__Entries shown__
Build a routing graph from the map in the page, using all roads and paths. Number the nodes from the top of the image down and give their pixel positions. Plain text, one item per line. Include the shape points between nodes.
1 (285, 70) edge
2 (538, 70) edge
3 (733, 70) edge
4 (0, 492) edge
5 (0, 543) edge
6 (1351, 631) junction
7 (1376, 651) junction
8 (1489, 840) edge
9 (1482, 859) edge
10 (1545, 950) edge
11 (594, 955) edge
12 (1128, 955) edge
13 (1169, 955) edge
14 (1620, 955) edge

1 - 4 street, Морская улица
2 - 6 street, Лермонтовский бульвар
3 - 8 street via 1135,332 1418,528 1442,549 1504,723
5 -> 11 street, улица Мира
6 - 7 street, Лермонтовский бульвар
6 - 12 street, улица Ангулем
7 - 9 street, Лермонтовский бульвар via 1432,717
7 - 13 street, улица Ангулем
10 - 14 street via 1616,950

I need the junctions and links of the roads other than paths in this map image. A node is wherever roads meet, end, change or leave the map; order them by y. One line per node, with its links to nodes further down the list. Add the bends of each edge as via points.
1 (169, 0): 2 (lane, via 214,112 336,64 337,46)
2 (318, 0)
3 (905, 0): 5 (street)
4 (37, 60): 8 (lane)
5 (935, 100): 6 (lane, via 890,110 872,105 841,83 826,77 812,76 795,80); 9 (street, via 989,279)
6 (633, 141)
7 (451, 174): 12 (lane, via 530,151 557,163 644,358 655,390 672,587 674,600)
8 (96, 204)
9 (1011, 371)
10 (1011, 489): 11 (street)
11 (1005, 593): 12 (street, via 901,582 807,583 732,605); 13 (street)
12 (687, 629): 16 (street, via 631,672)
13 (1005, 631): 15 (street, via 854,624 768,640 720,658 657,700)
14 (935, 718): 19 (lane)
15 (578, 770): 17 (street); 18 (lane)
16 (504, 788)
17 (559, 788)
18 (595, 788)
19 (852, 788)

__Work to be completed__
Every record, from the first to the last, should be transcribed exactly.

__Answer to the exercise__
Build a routing graph from the map in the page, using all roads and paths. Number the nodes from the top of the image down and give their pixel positions. Plain text, one item per line. Include the shape points between nodes.
1 (285, 70) edge
2 (538, 70) edge
3 (733, 70) edge
4 (0, 492) edge
5 (0, 543) edge
6 (1351, 631) junction
7 (1376, 651) junction
8 (1489, 840) edge
9 (1482, 859) edge
10 (1545, 950) edge
11 (594, 955) edge
12 (1128, 955) edge
13 (1169, 955) edge
14 (1620, 955) edge

1 - 4 street, Морская улица
2 - 6 street, Лермонтовский бульвар
3 - 8 street via 1135,332 1418,528 1442,549 1504,723
5 -> 11 street, улица Мира
6 - 7 street, Лермонтовский бульвар
6 - 12 street, улица Ангулем
7 - 9 street, Лермонтовский бульвар via 1432,717
7 - 13 street, улица Ангулем
10 - 14 street via 1616,950

I need the junctions and links of the roads other than paths in this map image. A node is wherever roads meet, end, change or leave the map; order them by y. One line per node, with its links to nodes further down the list. Add the bends of each edge as via points.
1 (169, 0): 2 (lane, via 214,112 336,64 337,46)
2 (318, 0)
3 (905, 0): 5 (street)
4 (37, 60): 8 (lane)
5 (935, 100): 6 (lane, via 890,110 872,105 841,83 826,77 812,76 795,80); 9 (street, via 989,279)
6 (633, 141)
7 (451, 174): 12 (lane, via 530,151 557,163 644,358 655,390 672,587 674,600)
8 (96, 204)
9 (1011, 371)
10 (1011, 489): 11 (street)
11 (1005, 593): 12 (street, via 901,582 807,583 732,605); 13 (street)
12 (687, 629): 16 (street, via 631,672)
13 (1005, 631): 15 (street, via 854,624 768,640 720,658 657,700)
14 (935, 718): 19 (lane)
15 (578, 770): 17 (street); 18 (lane)
16 (504, 788)
17 (559, 788)
18 (595, 788)
19 (852, 788)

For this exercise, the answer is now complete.